## WHAT IS BEING ASKED
Please state the number of lines in the records below that contain the string "Marii", and nothing further.
----
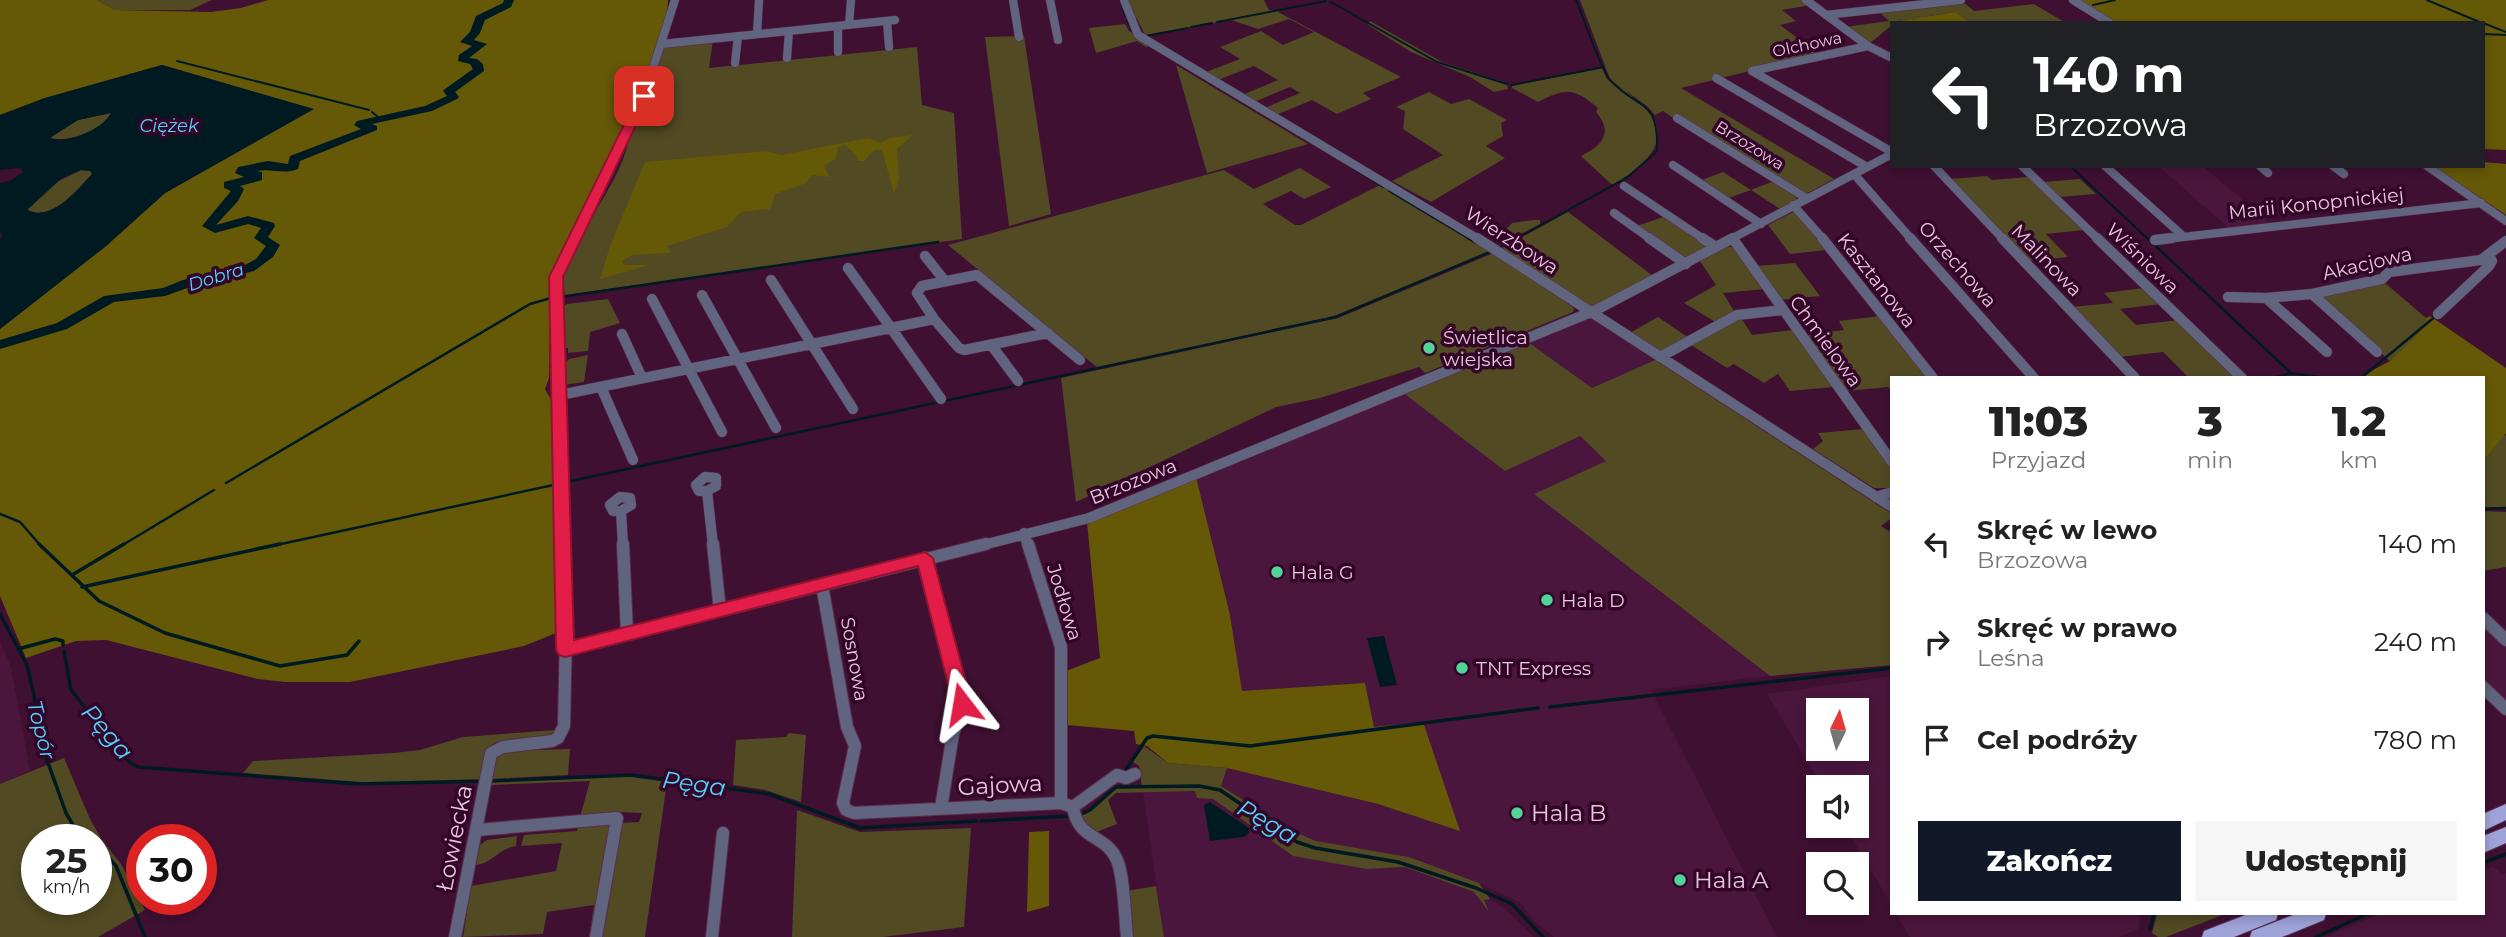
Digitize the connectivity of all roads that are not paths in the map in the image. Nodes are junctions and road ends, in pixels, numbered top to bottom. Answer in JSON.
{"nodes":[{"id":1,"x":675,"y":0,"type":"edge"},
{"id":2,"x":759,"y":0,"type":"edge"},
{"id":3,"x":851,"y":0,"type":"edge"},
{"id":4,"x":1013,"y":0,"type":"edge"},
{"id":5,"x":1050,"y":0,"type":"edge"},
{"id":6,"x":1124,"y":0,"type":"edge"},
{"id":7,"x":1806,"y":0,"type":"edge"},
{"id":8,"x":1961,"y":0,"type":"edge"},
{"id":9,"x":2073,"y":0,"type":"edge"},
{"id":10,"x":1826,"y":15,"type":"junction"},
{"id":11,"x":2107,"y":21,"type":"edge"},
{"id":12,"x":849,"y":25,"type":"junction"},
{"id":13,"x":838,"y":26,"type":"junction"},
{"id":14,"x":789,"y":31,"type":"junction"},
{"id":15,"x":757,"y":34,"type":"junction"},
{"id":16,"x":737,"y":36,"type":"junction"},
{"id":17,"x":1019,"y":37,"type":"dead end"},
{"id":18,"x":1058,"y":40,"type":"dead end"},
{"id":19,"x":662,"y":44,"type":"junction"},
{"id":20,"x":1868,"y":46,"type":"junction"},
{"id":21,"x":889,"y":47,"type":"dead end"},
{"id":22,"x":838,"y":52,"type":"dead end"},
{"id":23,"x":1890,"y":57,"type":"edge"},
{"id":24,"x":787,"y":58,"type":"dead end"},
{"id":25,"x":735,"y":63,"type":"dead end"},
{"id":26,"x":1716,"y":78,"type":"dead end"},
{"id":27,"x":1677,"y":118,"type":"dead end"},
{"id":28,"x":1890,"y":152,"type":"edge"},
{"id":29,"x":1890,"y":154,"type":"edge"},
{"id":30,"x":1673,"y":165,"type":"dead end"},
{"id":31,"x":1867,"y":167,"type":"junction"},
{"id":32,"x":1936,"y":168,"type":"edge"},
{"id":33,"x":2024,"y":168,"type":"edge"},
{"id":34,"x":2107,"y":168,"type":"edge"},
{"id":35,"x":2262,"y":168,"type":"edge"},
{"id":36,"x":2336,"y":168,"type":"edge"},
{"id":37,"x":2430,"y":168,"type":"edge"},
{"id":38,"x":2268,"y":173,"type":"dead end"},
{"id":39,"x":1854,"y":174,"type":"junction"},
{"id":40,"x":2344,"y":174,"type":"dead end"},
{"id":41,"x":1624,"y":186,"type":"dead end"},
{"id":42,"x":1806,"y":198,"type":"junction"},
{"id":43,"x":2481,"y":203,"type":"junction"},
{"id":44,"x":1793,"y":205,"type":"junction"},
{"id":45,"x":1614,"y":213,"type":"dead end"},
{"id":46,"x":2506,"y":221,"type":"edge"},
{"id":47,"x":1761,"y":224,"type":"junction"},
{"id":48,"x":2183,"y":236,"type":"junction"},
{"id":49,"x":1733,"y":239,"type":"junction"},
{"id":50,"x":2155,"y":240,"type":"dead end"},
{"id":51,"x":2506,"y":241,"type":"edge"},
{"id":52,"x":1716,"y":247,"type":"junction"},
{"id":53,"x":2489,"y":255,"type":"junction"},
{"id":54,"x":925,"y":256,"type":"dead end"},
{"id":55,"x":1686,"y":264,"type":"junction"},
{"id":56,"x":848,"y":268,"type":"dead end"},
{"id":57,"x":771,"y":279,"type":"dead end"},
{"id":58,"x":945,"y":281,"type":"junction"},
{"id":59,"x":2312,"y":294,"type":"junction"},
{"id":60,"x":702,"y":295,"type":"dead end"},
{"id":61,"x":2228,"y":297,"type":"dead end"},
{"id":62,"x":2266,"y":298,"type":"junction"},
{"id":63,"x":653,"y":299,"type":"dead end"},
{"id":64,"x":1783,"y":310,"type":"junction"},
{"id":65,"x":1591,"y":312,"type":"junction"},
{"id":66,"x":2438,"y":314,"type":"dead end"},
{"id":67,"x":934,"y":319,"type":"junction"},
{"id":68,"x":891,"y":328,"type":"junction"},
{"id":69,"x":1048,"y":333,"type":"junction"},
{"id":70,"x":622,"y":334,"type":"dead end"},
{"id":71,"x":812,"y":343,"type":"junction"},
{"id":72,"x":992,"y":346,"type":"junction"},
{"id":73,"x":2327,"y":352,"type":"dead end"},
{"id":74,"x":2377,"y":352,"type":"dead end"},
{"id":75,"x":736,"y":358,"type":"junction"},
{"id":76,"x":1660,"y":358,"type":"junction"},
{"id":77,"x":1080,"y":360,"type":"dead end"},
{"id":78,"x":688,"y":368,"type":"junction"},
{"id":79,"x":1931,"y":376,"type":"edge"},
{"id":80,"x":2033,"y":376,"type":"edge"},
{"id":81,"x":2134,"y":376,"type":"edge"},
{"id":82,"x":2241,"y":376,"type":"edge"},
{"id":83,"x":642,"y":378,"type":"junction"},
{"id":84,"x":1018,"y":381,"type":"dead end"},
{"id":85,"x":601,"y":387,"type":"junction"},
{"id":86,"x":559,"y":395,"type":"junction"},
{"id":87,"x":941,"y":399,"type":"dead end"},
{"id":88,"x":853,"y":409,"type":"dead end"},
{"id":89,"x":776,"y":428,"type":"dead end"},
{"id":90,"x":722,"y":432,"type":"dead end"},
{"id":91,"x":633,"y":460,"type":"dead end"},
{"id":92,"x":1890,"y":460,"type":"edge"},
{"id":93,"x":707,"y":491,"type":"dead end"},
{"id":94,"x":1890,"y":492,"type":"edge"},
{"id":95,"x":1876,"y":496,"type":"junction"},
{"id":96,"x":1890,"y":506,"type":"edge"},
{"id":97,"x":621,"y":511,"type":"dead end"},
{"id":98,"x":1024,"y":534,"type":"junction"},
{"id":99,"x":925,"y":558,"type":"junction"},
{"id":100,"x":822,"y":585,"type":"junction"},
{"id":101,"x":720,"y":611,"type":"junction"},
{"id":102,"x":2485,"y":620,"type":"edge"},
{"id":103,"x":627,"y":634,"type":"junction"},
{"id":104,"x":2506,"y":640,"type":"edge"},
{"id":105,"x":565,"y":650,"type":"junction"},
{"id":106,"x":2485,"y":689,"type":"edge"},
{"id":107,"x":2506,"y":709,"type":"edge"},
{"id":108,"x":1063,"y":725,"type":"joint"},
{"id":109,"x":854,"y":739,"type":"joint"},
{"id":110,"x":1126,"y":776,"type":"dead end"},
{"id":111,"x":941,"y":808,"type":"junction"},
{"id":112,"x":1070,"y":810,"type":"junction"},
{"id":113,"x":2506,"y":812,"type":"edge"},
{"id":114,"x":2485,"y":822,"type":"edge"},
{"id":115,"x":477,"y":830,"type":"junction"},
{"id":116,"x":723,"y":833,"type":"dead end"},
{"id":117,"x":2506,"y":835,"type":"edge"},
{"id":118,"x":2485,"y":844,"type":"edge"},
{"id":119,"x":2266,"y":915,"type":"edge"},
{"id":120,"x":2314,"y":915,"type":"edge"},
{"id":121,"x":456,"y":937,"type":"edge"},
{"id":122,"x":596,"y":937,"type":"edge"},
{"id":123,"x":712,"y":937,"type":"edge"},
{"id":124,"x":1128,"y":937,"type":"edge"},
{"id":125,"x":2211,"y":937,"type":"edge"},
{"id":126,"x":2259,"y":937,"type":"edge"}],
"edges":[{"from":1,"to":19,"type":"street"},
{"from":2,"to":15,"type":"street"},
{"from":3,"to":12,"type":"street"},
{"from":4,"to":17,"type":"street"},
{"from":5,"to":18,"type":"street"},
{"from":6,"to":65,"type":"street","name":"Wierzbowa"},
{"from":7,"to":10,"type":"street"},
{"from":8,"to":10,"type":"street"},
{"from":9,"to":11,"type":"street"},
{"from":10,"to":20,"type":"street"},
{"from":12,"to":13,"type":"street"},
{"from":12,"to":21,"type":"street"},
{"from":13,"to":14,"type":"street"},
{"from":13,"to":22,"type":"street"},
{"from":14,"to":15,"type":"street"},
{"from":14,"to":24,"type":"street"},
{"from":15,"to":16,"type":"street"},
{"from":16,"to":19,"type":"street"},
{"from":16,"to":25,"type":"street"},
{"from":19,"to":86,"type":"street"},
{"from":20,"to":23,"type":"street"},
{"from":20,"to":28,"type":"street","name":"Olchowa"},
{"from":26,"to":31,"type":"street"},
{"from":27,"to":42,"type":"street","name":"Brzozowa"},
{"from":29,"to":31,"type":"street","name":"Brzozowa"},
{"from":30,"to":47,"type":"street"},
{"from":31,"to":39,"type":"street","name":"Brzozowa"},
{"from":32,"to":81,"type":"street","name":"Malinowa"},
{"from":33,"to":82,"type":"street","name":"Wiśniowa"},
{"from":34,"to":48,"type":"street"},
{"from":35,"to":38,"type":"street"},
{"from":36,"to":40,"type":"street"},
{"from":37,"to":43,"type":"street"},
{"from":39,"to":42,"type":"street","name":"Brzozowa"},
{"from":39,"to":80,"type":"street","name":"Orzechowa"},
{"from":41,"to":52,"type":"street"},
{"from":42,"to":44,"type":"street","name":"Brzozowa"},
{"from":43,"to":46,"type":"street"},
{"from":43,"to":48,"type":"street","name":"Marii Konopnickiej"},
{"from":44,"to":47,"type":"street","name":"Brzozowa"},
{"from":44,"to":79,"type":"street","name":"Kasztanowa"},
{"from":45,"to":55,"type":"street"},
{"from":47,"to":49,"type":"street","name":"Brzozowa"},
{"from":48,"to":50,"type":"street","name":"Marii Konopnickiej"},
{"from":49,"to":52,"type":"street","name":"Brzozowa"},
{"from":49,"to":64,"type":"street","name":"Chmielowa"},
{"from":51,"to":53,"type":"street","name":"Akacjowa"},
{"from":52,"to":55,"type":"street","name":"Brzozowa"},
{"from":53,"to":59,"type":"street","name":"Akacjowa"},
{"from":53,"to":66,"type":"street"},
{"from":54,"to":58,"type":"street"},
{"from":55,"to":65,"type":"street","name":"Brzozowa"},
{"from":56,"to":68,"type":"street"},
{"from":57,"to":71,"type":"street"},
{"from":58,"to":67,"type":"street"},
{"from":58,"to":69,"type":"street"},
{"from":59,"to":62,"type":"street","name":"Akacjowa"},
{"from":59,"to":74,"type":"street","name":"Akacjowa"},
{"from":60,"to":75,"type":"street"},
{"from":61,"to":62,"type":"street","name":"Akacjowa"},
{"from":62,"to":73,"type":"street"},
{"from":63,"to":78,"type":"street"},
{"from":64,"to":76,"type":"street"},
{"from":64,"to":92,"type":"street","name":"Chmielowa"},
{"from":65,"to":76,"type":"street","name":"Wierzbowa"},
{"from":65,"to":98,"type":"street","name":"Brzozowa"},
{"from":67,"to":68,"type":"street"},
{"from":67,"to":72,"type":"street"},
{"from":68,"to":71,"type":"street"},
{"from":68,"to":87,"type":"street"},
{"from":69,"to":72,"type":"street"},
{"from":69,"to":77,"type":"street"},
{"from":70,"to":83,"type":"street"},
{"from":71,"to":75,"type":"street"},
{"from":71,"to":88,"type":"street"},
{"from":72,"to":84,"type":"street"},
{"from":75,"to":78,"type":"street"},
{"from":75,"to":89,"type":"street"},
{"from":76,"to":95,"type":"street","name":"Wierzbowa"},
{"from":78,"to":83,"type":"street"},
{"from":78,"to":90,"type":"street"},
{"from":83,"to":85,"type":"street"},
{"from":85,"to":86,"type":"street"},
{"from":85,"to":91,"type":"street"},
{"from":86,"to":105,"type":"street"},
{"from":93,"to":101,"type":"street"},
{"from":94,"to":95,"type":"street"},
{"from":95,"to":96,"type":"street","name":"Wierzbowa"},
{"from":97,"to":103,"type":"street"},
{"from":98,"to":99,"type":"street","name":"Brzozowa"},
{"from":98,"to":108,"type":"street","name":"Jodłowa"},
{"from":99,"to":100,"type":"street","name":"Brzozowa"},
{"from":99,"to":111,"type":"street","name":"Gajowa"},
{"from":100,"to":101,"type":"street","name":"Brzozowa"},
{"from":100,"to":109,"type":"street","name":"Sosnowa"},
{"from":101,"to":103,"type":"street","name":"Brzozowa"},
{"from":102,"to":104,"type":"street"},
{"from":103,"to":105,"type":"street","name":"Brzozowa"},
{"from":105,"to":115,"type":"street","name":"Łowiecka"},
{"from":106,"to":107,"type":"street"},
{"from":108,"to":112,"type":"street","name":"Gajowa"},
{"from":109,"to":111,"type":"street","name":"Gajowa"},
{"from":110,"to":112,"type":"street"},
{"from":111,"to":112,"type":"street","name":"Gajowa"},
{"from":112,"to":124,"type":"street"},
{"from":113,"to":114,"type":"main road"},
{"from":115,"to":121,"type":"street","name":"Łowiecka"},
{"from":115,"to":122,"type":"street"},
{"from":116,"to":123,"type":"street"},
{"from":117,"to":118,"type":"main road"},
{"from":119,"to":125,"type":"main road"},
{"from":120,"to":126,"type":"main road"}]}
----
## PROBLEM SOLUTION
2